Nature Matters: MN moose numbers still down but hope remains

By KBJR News 1

March 24, 2014 Updated Mar 24, 2014 at 8:31 PM CST

Duluth, MN (NNCNOW.com)

Every year since 1960, the Minnesota DNR has been sending helicopters to count moose.
For the last few years, the count has been down.

"Population–wise, there's been a decline for the past five years or so. It's been a decline every year in the aerial survey that's done by the DNR." said Ron Moen, moose researcher with NRRI in Duluth.

The numbers from this year's survey are deceiving on the surface.
The 2014 survey counted about 4,300 moose; up from 2013's 2700.
But, statisticians say that number is statistically insignificant for a few thousand animals scattered over several thousand square miles.
Izaak Walton League national director Dave Zentner feels several factors are keeping moose numbers low.
One is competition with deer.
Moose and deer both love freshly logged forest.
Zentner says those areas should be replanted with moose friendly trees.

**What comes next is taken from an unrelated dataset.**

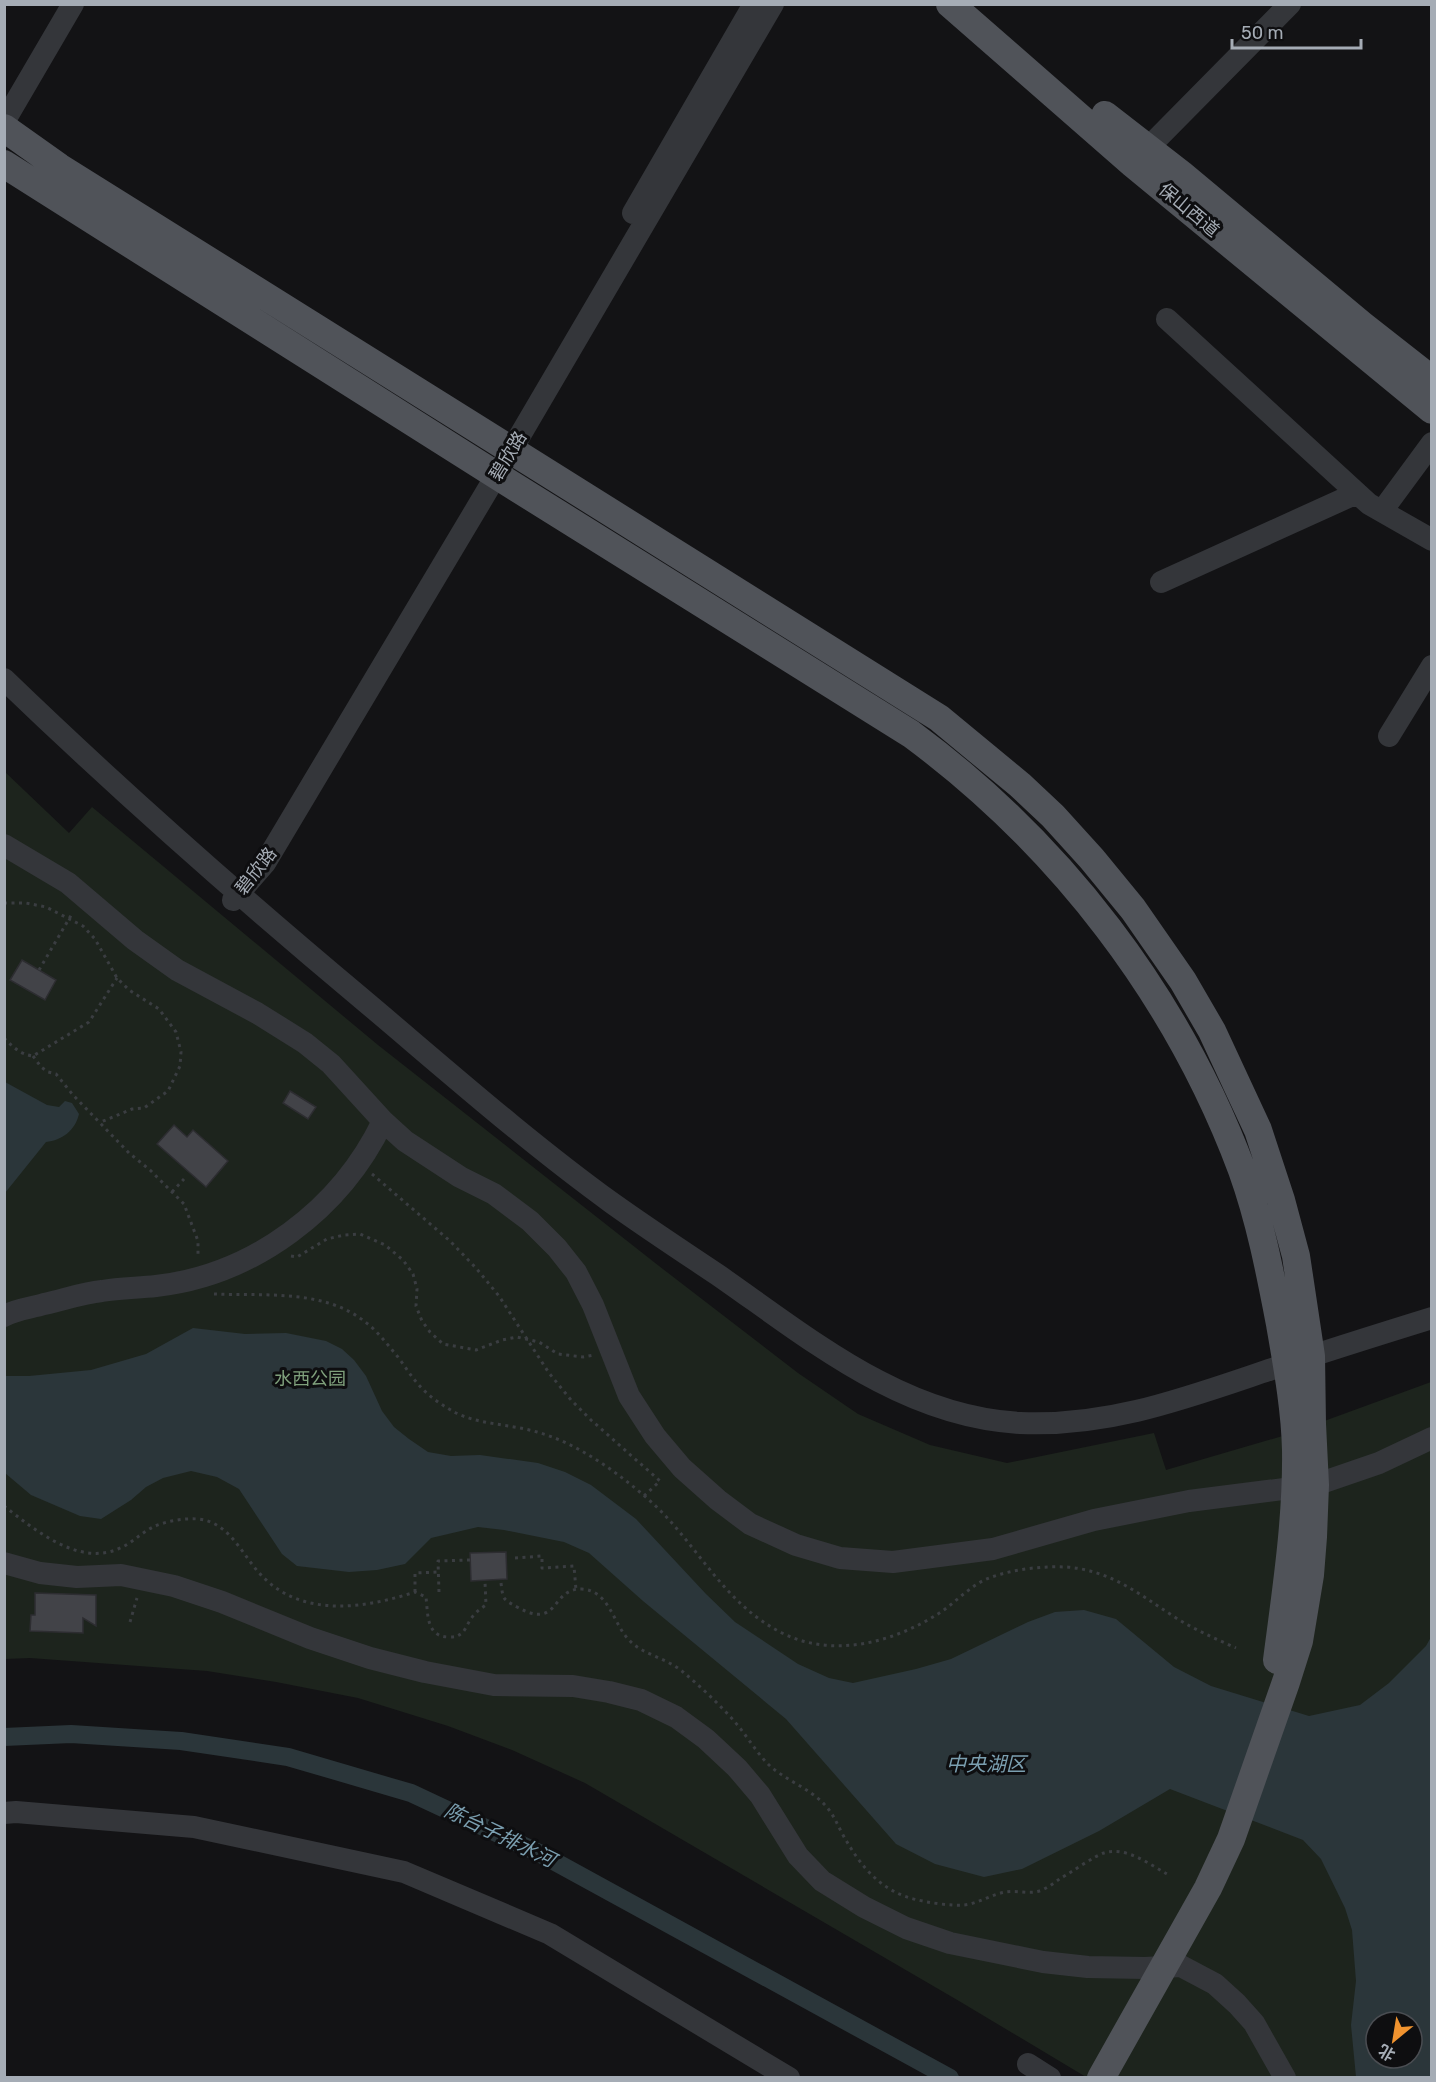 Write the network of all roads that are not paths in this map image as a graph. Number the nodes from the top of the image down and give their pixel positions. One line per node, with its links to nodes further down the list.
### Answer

"If you use the right mix of regeneration trees for example balsam, you're going to favor moose versus deer."

Zentner states moose also get parasites from close proximity to deer.
This long cold winter may help minimize that risk.

"In terms of the tick infestation and other problems they have, colder is better than warmer so this might be a winter with some relief and that would be an encouraging thing."

Also encouraging to the Izaak Walton League is the Bois Forte Band of Chippewa's decision to cancel their 2014 moose hunt.
The League is not an anti–hunting organization but feels Minnesota's moose herd could use the break to increase their numbers.

"The Izaak Walton League and many others are heavily involved in trying to do whatever we can to give this animal a break so this iconic animal is with us permanently whether we hunt them or not." said Zentner.

In Duluth for Nature Matters, Dave Anderson, KBJR 6 and Range 11.
KDLH 3.

Minnesota's aerial moose survey indicated around 8,800 of the animals in 2006.
That means the population has declined nearly 50 percent is the last eight years.